If only we'd had more than a few hours to spend at Tsubasacon. We had only Sunday for travel, and used our standard split trip highway strategy of stopping at the halfway point, which is how we ended up at the Dry Ridge interchange. It's a tiny Kentucky town north of Lexington, but it still has a Chinese buffet restaurant next to Kentucky Fried Chicken - maybe Asian culture is taking over.

We saw a good example of that about 90 minutes up the road when we passed the construction site for the Honda factory on I-74 at Greensburg, Ind. In the days when we first drove on that interstate to watch Joe Morgan and George Foster play for the Cincinnati Reds, no one took Japanese cars seriously. Now, state governors try to outbid each other for Japanese factories.

Some things haven't changed, like the big Valvoline oil refinery outside Ashland, Ky. which sees more and more of its products go into Japanese cars, whether they're built in Japan or the U.S. And the Ohio River still sees barges headed downstream, a short distance from the small convention center where Tsubasacon was held.

The Huntington convention was the sort of small, laid-back event that many fans say they prefer. The Sunday on which we got to the convention was as quiet as any day we've seen at an event.

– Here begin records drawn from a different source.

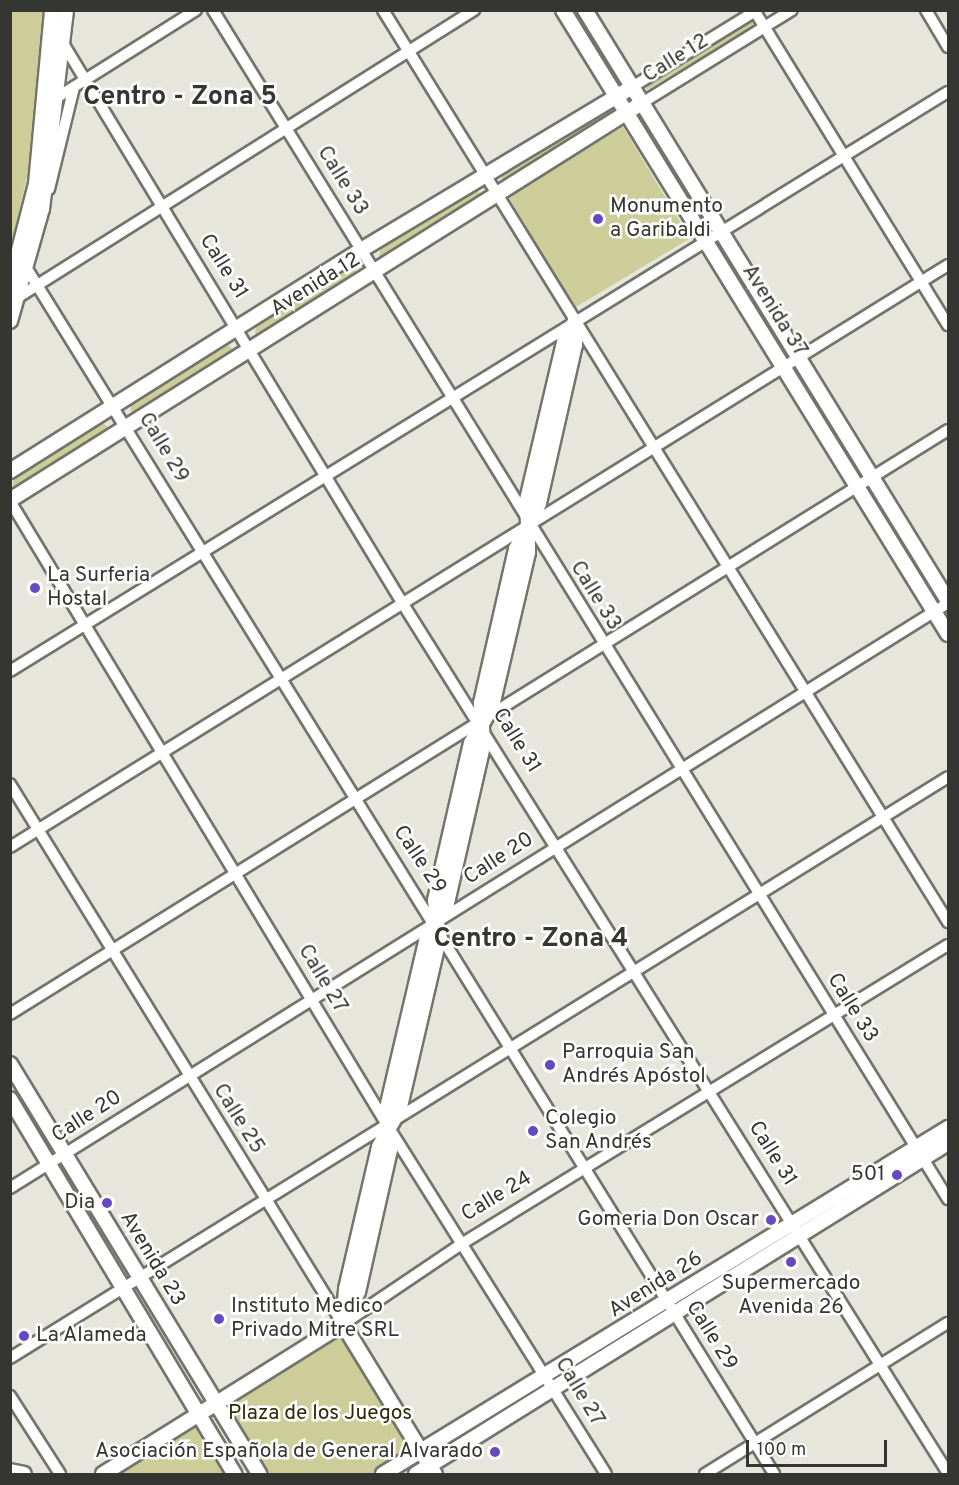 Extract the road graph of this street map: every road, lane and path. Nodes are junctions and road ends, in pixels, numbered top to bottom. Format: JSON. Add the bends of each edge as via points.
{"nodes":[{"id":1,"x":52,"y":10,"type":"edge"},
{"id":2,"x":66,"y":10,"type":"edge"},
{"id":3,"x":196,"y":10,"type":"edge"},
{"id":4,"x":213,"y":10,"type":"edge"},
{"id":5,"x":383,"y":10,"type":"edge"},
{"id":6,"x":474,"y":10,"type":"edge"},
{"id":7,"x":563,"y":10,"type":"edge"},
{"id":8,"x":585,"y":10,"type":"edge"},
{"id":9,"x":792,"y":10,"type":"edge"},
{"id":10,"x":926,"y":10,"type":"edge"},
{"id":11,"x":755,"y":11,"type":"edge"},
{"id":12,"x":764,"y":27,"type":"junction"},
{"id":13,"x":55,"y":35,"type":"junction"},
{"id":14,"x":948,"y":47,"type":"edge"},
{"id":15,"x":408,"y":52,"type":"junction"},
{"id":16,"x":85,"y":80,"type":"junction"},
{"id":17,"x":74,"y":87,"type":"junction"},
{"id":18,"x":632,"y":87,"type":"junction"},
{"id":19,"x":948,"y":92,"type":"edge"},
{"id":20,"x":615,"y":94,"type":"junction"},
{"id":21,"x":53,"y":100,"type":"junction"},
{"id":22,"x":642,"y":103,"type":"junction"},
{"id":23,"x":628,"y":116,"type":"junction"},
{"id":24,"x":287,"y":130,"type":"junction"},
{"id":25,"x":845,"y":157,"type":"junction"},
{"id":26,"x":486,"y":174,"type":"junction"},
{"id":27,"x":500,"y":197,"type":"junction"},
{"id":28,"x":161,"y":204,"type":"junction"},
{"id":29,"x":42,"y":209,"type":"junction"},
{"id":30,"x":720,"y":230,"type":"junction"},
{"id":31,"x":704,"y":239,"type":"junction"},
{"id":32,"x":361,"y":250,"type":"junction"},
{"id":33,"x":948,"y":265,"type":"edge"},
{"id":34,"x":27,"y":269,"type":"junction"},
{"id":35,"x":375,"y":272,"type":"junction"},
{"id":36,"x":921,"y":282,"type":"junction"},
{"id":37,"x":37,"y":285,"type":"junction"},
{"id":38,"x":14,"y":291,"type":"edge"},
{"id":39,"x":10,"y":321,"type":"edge"},
{"id":40,"x":575,"y":321,"type":"junction"},
{"id":41,"x":948,"y":325,"type":"edge"},
{"id":42,"x":237,"y":328,"type":"junction"},
{"id":43,"x":251,"y":350,"type":"junction"},
{"id":44,"x":799,"y":358,"type":"junction"},
{"id":45,"x":783,"y":367,"type":"junction"},
{"id":46,"x":454,"y":399,"type":"junction"},
{"id":47,"x":115,"y":405,"type":"junction"},
{"id":48,"x":128,"y":427,"type":"junction"},
{"id":49,"x":948,"y":430,"type":"edge"},
{"id":50,"x":651,"y":449,"type":"junction"},
{"id":51,"x":10,"y":471,"type":"edge"},
{"id":52,"x":328,"y":477,"type":"junction"},
{"id":53,"x":872,"y":477,"type":"junction"},
{"id":54,"x":857,"y":487,"type":"junction"},
{"id":55,"x":10,"y":500,"type":"edge"},
{"id":56,"x":528,"y":526,"type":"junction"},
{"id":57,"x":204,"y":554,"type":"junction"},
{"id":58,"x":729,"y":567,"type":"junction"},
{"id":59,"x":948,"y":602,"type":"edge"},
{"id":60,"x":403,"y":604,"type":"junction"},
{"id":61,"x":934,"y":612,"type":"junction"},
{"id":62,"x":85,"y":626,"type":"junction"},
{"id":63,"x":948,"y":634,"type":"edge"},
{"id":64,"x":604,"y":647,"type":"junction"},
{"id":65,"x":10,"y":671,"type":"edge"},
{"id":66,"x":281,"y":679,"type":"junction"},
{"id":67,"x":805,"y":692,"type":"junction"},
{"id":68,"x":482,"y":724,"type":"junction"},
{"id":69,"x":162,"y":753,"type":"junction"},
{"id":70,"x":680,"y":769,"type":"junction"},
{"id":71,"x":948,"y":777,"type":"edge"},
{"id":72,"x":10,"y":784,"type":"edge"},
{"id":73,"x":357,"y":802,"type":"junction"},
{"id":74,"x":885,"y":817,"type":"junction"},
{"id":75,"x":38,"y":830,"type":"junction"},
{"id":76,"x":557,"y":845,"type":"junction"},
{"id":77,"x":10,"y":848,"type":"edge"},
{"id":78,"x":235,"y":873,"type":"junction"},
{"id":79,"x":759,"y":896,"type":"junction"},
{"id":80,"x":437,"y":922,"type":"junction"},
{"id":81,"x":948,"y":922,"type":"edge"},
{"id":82,"x":948,"y":945,"type":"edge"},
{"id":83,"x":111,"y":951,"type":"junction"},
{"id":84,"x":636,"y":971,"type":"junction"},
{"id":85,"x":312,"y":999,"type":"junction"},
{"id":86,"x":10,"y":1014,"type":"edge"},
{"id":87,"x":834,"y":1016,"type":"junction"},
{"id":88,"x":511,"y":1049,"type":"junction"},
{"id":89,"x":10,"y":1064,"type":"edge"},
{"id":90,"x":186,"y":1076,"type":"junction"},
{"id":91,"x":711,"y":1091,"type":"junction"},
{"id":92,"x":10,"y":1099,"type":"edge"},
{"id":93,"x":389,"y":1128,"type":"junction"},
{"id":94,"x":948,"y":1128,"type":"edge"},
{"id":95,"x":948,"y":1143,"type":"edge"},
{"id":96,"x":64,"y":1154,"type":"junction"},
{"id":97,"x":920,"y":1154,"type":"junction"},
{"id":98,"x":49,"y":1164,"type":"junction"},
{"id":99,"x":585,"y":1169,"type":"junction"},
{"id":100,"x":10,"y":1188,"type":"edge"},
{"id":101,"x":948,"y":1199,"type":"edge"},
{"id":102,"x":265,"y":1201,"type":"junction"},
{"id":103,"x":797,"y":1230,"type":"junction"},
{"id":104,"x":463,"y":1243,"type":"junction"},
{"id":105,"x":139,"y":1280,"type":"junction"},
{"id":106,"x":124,"y":1289,"type":"junction"},
{"id":107,"x":671,"y":1308,"type":"junction"},
{"id":108,"x":948,"y":1323,"type":"edge"},
{"id":109,"x":343,"y":1324,"type":"junction"},
{"id":110,"x":10,"y":1358,"type":"edge"},
{"id":111,"x":881,"y":1365,"type":"junction"},
{"id":112,"x":551,"y":1383,"type":"junction"},
{"id":113,"x":10,"y":1396,"type":"edge"},
{"id":114,"x":213,"y":1403,"type":"junction"},
{"id":115,"x":198,"y":1412,"type":"junction"},
{"id":116,"x":755,"y":1443,"type":"junction"},
{"id":117,"x":421,"y":1453,"type":"junction"},
{"id":118,"x":432,"y":1470,"type":"edge"},
{"id":119,"x":10,"y":1472,"type":"edge"},
{"id":120,"x":948,"y":1473,"type":"edge"},
{"id":121,"x":24,"y":1474,"type":"edge"},
{"id":122,"x":60,"y":1474,"type":"edge"},
{"id":123,"x":103,"y":1474,"type":"edge"},
{"id":124,"x":234,"y":1474,"type":"edge"},
{"id":125,"x":259,"y":1474,"type":"edge"},
{"id":126,"x":383,"y":1474,"type":"edge"},
{"id":127,"x":416,"y":1474,"type":"edge"},
{"id":128,"x":606,"y":1474,"type":"edge"},
{"id":129,"x":705,"y":1474,"type":"edge"},
{"id":130,"x":774,"y":1474,"type":"edge"}],
"edges":[{"from":1,"to":13,"type":"main road"},
{"from":2,"to":13,"type":"main road"},
{"from":3,"to":16,"type":"street"},
{"from":4,"to":24,"type":"street","name":"Calle 33"},
{"from":5,"to":15,"type":"street"},
{"from":6,"to":15,"type":"street"},
{"from":7,"to":20,"type":"main road","name":"Avenida 37"},
{"from":8,"to":18,"type":"main road","name":"Avenida 37"},
{"from":9,"to":12,"type":"street","name":"Calle 12"},
{"from":10,"to":14,"type":"street"},
{"from":11,"to":12,"type":"street"},
{"from":11,"to":18,"type":"street","name":"Calle 12"},
{"from":12,"to":22,"type":"street","name":"Calle 12"},
{"from":12,"to":25,"type":"street"},
{"from":13,"to":16,"type":"street","name":"Calle 31"},
{"from":13,"to":21,"type":"main road"},
{"from":13,"to":38,"type":"main road","via":[[36,184]]},
{"from":15,"to":24,"type":"street"},
{"from":15,"to":26,"type":"street"},
{"from":16,"to":17,"type":"street"},
{"from":16,"to":28,"type":"street","name":"Calle 31"},
{"from":17,"to":21,"type":"street"},
{"from":17,"to":29,"type":"street"},
{"from":18,"to":20,"type":"main road","name":"Avenida 12"},
{"from":18,"to":22,"type":"main road","name":"Avenida 37"},
{"from":19,"to":25,"type":"street"},
{"from":20,"to":23,"type":"main road","name":"Avenida 37"},
{"from":20,"to":26,"type":"main road","name":"Avenida 12"},
{"from":21,"to":29,"type":"main road"},
{"from":22,"to":23,"type":"main road","name":"Avenida 12"},
{"from":22,"to":30,"type":"main road","name":"Avenida 37"},
{"from":23,"to":27,"type":"main road","name":"Avenida 12"},
{"from":23,"to":31,"type":"main road","name":"Avenida 37"},
{"from":24,"to":28,"type":"street"},
{"from":24,"to":32,"type":"street","name":"Calle 33"},
{"from":25,"to":30,"type":"street"},
{"from":25,"to":36,"type":"street"},
{"from":26,"to":27,"type":"street"},
{"from":26,"to":32,"type":"main road","name":"Avenida 12"},
{"from":27,"to":35,"type":"main road","name":"Avenida 12"},
{"from":27,"to":40,"type":"street"},
{"from":28,"to":37,"type":"street"},
{"from":28,"to":42,"type":"street","name":"Calle 31"},
{"from":29,"to":34,"type":"main road"},
{"from":30,"to":31,"type":"street"},
{"from":30,"to":44,"type":"main road","name":"Avenida 37"},
{"from":31,"to":40,"type":"street"},
{"from":31,"to":45,"type":"main road","name":"Avenida 37"},
{"from":32,"to":35,"type":"street","name":"Calle 33"},
{"from":32,"to":42,"type":"main road","name":"Avenida 12"},
{"from":33,"to":36,"type":"street"},
{"from":34,"to":37,"type":"street","name":"Calle 29"},
{"from":34,"to":38,"type":"main road"},
{"from":35,"to":43,"type":"main road","name":"Avenida 12"},
{"from":35,"to":46,"type":"street","name":"Calle 33"},
{"from":36,"to":41,"type":"street"},
{"from":36,"to":44,"type":"street"},
{"from":37,"to":38,"type":"street"},
{"from":37,"to":47,"type":"street","name":"Calle 29"},
{"from":38,"to":39,"type":"main road"},
{"from":40,"to":46,"type":"street"},
{"from":40,"to":50,"type":"street"},
{"from":40,"to":56,"type":"main road","via":[[573,357],[539,503]]},
{"from":42,"to":43,"type":"street","name":"Calle 31"},
{"from":42,"to":47,"type":"main road","name":"Avenida 12"},
{"from":43,"to":48,"type":"main road","name":"Avenida 12"},
{"from":43,"to":52,"type":"street","name":"Calle 31"},
{"from":44,"to":45,"type":"street"},
{"from":44,"to":53,"type":"main road","name":"Avenida 37"},
{"from":45,"to":50,"type":"street"},
{"from":45,"to":54,"type":"main road","name":"Avenida 37"},
{"from":46,"to":52,"type":"street"},
{"from":46,"to":56,"type":"street","name":"Calle 33"},
{"from":47,"to":48,"type":"street","name":"Calle 29"},
{"from":47,"to":51,"type":"main road","name":"Avenida 12"},
{"from":48,"to":55,"type":"main road","name":"Avenida 12"},
{"from":48,"to":57,"type":"street","name":"Calle 29"},
{"from":49,"to":53,"type":"street"},
{"from":50,"to":56,"type":"street"},
{"from":50,"to":58,"type":"street"},
{"from":52,"to":57,"type":"street"},
{"from":52,"to":60,"type":"street","name":"Calle 31"},
{"from":53,"to":54,"type":"street"},
{"from":53,"to":59,"type":"main road","name":"Avenida 37"},
{"from":54,"to":58,"type":"street"},
{"from":54,"to":61,"type":"main road","name":"Avenida 37"},
{"from":55,"to":62,"type":"street","name":"Calle 27"},
{"from":56,"to":60,"type":"street"},
{"from":56,"to":64,"type":"street","name":"Calle 33"},
{"from":56,"to":68,"type":"main road","via":[[528,552],[495,695]]},
{"from":57,"to":62,"type":"street"},
{"from":57,"to":66,"type":"street","name":"Calle 29"},
{"from":58,"to":64,"type":"street"},
{"from":58,"to":67,"type":"street"},
{"from":59,"to":61,"type":"street","name":"Calle 20"},
{"from":60,"to":66,"type":"street"},
{"from":60,"to":68,"type":"street","name":"Calle 31"},
{"from":61,"to":63,"type":"main road","name":"Avenida 37"},
{"from":61,"to":67,"type":"street","name":"Calle 20"},
{"from":62,"to":65,"type":"street"},
{"from":62,"to":69,"type":"street","name":"Calle 27"},
{"from":64,"to":68,"type":"street"},
{"from":64,"to":70,"type":"street","name":"Calle 33"},
{"from":66,"to":69,"type":"street"},
{"from":66,"to":73,"type":"street","name":"Calle 29"},
{"from":67,"to":70,"type":"street","name":"Calle 20"},
{"from":67,"to":74,"type":"street"},
{"from":68,"to":73,"type":"street"},
{"from":68,"to":76,"type":"street","name":"Calle 31"},
{"from":68,"to":80,"type":"main road","via":[[483,746],[455,869]]},
{"from":69,"to":75,"type":"street"},
{"from":69,"to":78,"type":"street","name":"Calle 27"},
{"from":70,"to":76,"type":"street","name":"Calle 20"},
{"from":70,"to":79,"type":"street","name":"Calle 33"},
{"from":71,"to":74,"type":"street"},
{"from":72,"to":75,"type":"street","name":"Calle 25"},
{"from":73,"to":78,"type":"street"},
{"from":73,"to":80,"type":"street","name":"Calle 29"},
{"from":74,"to":79,"type":"street"},
{"from":74,"to":81,"type":"street"},
{"from":75,"to":77,"type":"street"},
{"from":75,"to":83,"type":"street","name":"Calle 25"},
{"from":76,"to":80,"type":"street","name":"Calle 20"},
{"from":76,"to":84,"type":"street","name":"Calle 31"},
{"from":78,"to":83,"type":"street"},
{"from":78,"to":85,"type":"street","name":"Calle 27"},
{"from":79,"to":84,"type":"street"},
{"from":79,"to":87,"type":"street","name":"Calle 33"},
{"from":80,"to":85,"type":"street","name":"Calle 20"},
{"from":80,"to":88,"type":"street","name":"Calle 29"},
{"from":80,"to":93,"type":"main road","via":[[438,944],[399,1111]]},
{"from":82,"to":87,"type":"street","name":"Calle 24"},
{"from":83,"to":86,"type":"street"},
{"from":83,"to":90,"type":"street","name":"Calle 25"},
{"from":84,"to":88,"type":"street"},
{"from":84,"to":91,"type":"street","name":"Calle 31"},
{"from":85,"to":90,"type":"street","name":"Calle 20"},
{"from":85,"to":93,"type":"street","name":"Calle 27"},
{"from":87,"to":91,"type":"street","name":"Calle 24"},
{"from":87,"to":97,"type":"street","name":"Calle 33"},
{"from":88,"to":93,"type":"street"},
{"from":88,"to":99,"type":"street","name":"Calle 29"},
{"from":89,"to":96,"type":"main road","name":"Avenida 23"},
{"from":90,"to":96,"type":"street","name":"Calle 20"},
{"from":90,"to":102,"type":"street","name":"Calle 25"},
{"from":91,"to":99,"type":"street","name":"Calle 24"},
{"from":91,"to":103,"type":"street","name":"Calle 31"},
{"from":92,"to":98,"type":"main road","name":"Avenida 23"},
{"from":93,"to":102,"type":"street"},
{"from":93,"to":104,"type":"street","name":"Calle 27"},
{"from":93,"to":109,"type":"main road","via":[[390,1150],[358,1292]]},
{"from":94,"to":97,"type":"main road","name":"Avenida 26"},
{"from":95,"to":97,"type":"main road","name":"Avenida 26"},
{"from":96,"to":98,"type":"street","name":"Calle 20"},
{"from":96,"to":105,"type":"main road","name":"Avenida 23"},
{"from":97,"to":101,"type":"street","name":"Calle 33"},
{"from":97,"to":103,"type":"main road","name":"Avenida 26"},
{"from":98,"to":100,"type":"street","name":"Calle 20"},
{"from":98,"to":106,"type":"main road","name":"Avenida 23"},
{"from":99,"to":104,"type":"street","name":"Calle 24"},
{"from":99,"to":107,"type":"street","name":"Calle 29"},
{"from":102,"to":105,"type":"street"},
{"from":102,"to":109,"type":"street","name":"Calle 25"},
{"from":103,"to":107,"type":"main road","name":"Avenida 26"},
{"from":103,"to":111,"type":"street","name":"Calle 31"},
{"from":104,"to":109,"type":"street","name":"Calle 24"},
{"from":104,"to":112,"type":"street","name":"Calle 27"},
{"from":105,"to":106,"type":"street"},
{"from":105,"to":114,"type":"main road","name":"Avenida 23"},
{"from":106,"to":110,"type":"street"},
{"from":106,"to":115,"type":"main road","name":"Avenida 23"},
{"from":107,"to":112,"type":"main road","name":"Avenida 26"},
{"from":107,"to":116,"type":"street","name":"Calle 29"},
{"from":108,"to":111,"type":"street"},
{"from":109,"to":114,"type":"main road","name":"Calle 24"},
{"from":109,"to":117,"type":"main road","name":"Calle 25"},
{"from":111,"to":116,"type":"street"},
{"from":111,"to":120,"type":"street","name":"Calle 31"},
{"from":112,"to":117,"type":"main road","name":"Avenida 26"},
{"from":112,"to":118,"type":"main road","name":"Avenida 26"},
{"from":112,"to":128,"type":"street","name":"Calle 27"},
{"from":113,"to":122,"type":"street"},
{"from":114,"to":115,"type":"main road","name":"Calle 24"},
{"from":114,"to":125,"type":"main road","name":"Avenida 23"},
{"from":115,"to":123,"type":"main road","name":"Calle 24"},
{"from":115,"to":124,"type":"main road","name":"Avenida 23"},
{"from":116,"to":129,"type":"street"},
{"from":116,"to":130,"type":"street","name":"Calle 29"},
{"from":117,"to":118,"type":"main road","name":"Calle 25"},
{"from":117,"to":126,"type":"main road","name":"Avenida 26"},
{"from":118,"to":127,"type":"main road","name":"Avenida 26"},
{"from":119,"to":121,"type":"main road"}]}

To get to the convention center, you exit I-64 onto Hal Greer Avenue. This writer remembers watching TV when Greer played guard for the Philadelphia 76ers, teaming with Wilt Chamberlain when they battled the Boston Celtics. (Should we be admitting our age?) Greer was a native of Huntington who played for his hometown Marshall University. It's been less than a year since the "We Are Marshall" film, dramatizing the 1970 plane crash that killed the university football team, was released. Marshall football is bigger in Huntington than a SEC or Big Ten team's games are in their home towns because Huntington is a small town, anong the smallest town and metro area to hold an anime convention. Good thing for Tsubasacon that Marshall's football game on convention weekend was a mid-week game on the road; it might have been impossible to hold the event in Huntington on the weekend of a home game.

In the week before Tsubasacon, we started assembing the overall convention schedule for 2008. With four months left in 2007, already there are nearly 50 U.S. conventions scheduled for 2008, and at least three of them are new events, including the first attempt to mix Star Trek and Naruto fandom at one event in March in Fort Lauderdale. We recall that the first attempt to hold a Naruto-only convention fell apart, but we've also seen the declining and aging attendance at Star Trek events. This site's author is old enough to have seen the original Star Trek series when it first aired on NBC, an era when most cities had only four or five channels and color TV was still an expensive novelty. (A 21-inch color set then was far more expensive than a HD unit is now.) Star Trek nearly died in the 1960's, but it made a comeback in the 1980's with the Next Generation series, then ran out of steam in the 21st century. Years ago, Star Trek exhausted the youthful enthusiasm needed to grow, and Japanese animation grabbed that enthusiasm, and ran with it to its position of prominence among young fans across the nation.

It's interesting to note that the World Cosplay Summit has resurfaced in the U.S, after being absent for two years. This time, it's going to be part of the New York Anime Fest, the first-time event in Manhattan in December. That's about as far as you can get in the continental U.S. from Anaheim, which may be good for the event's credibility. Two years after the summit had its last U.S. preliminary contest at Anime Expo, there are still hard feelings because of the talk that the entrants that should have won the trip to Japan were turned down. That impression hasn't faded much over the last two years, and the organizers of the New York contest face the challenge of re-establishing the event's legitimacy.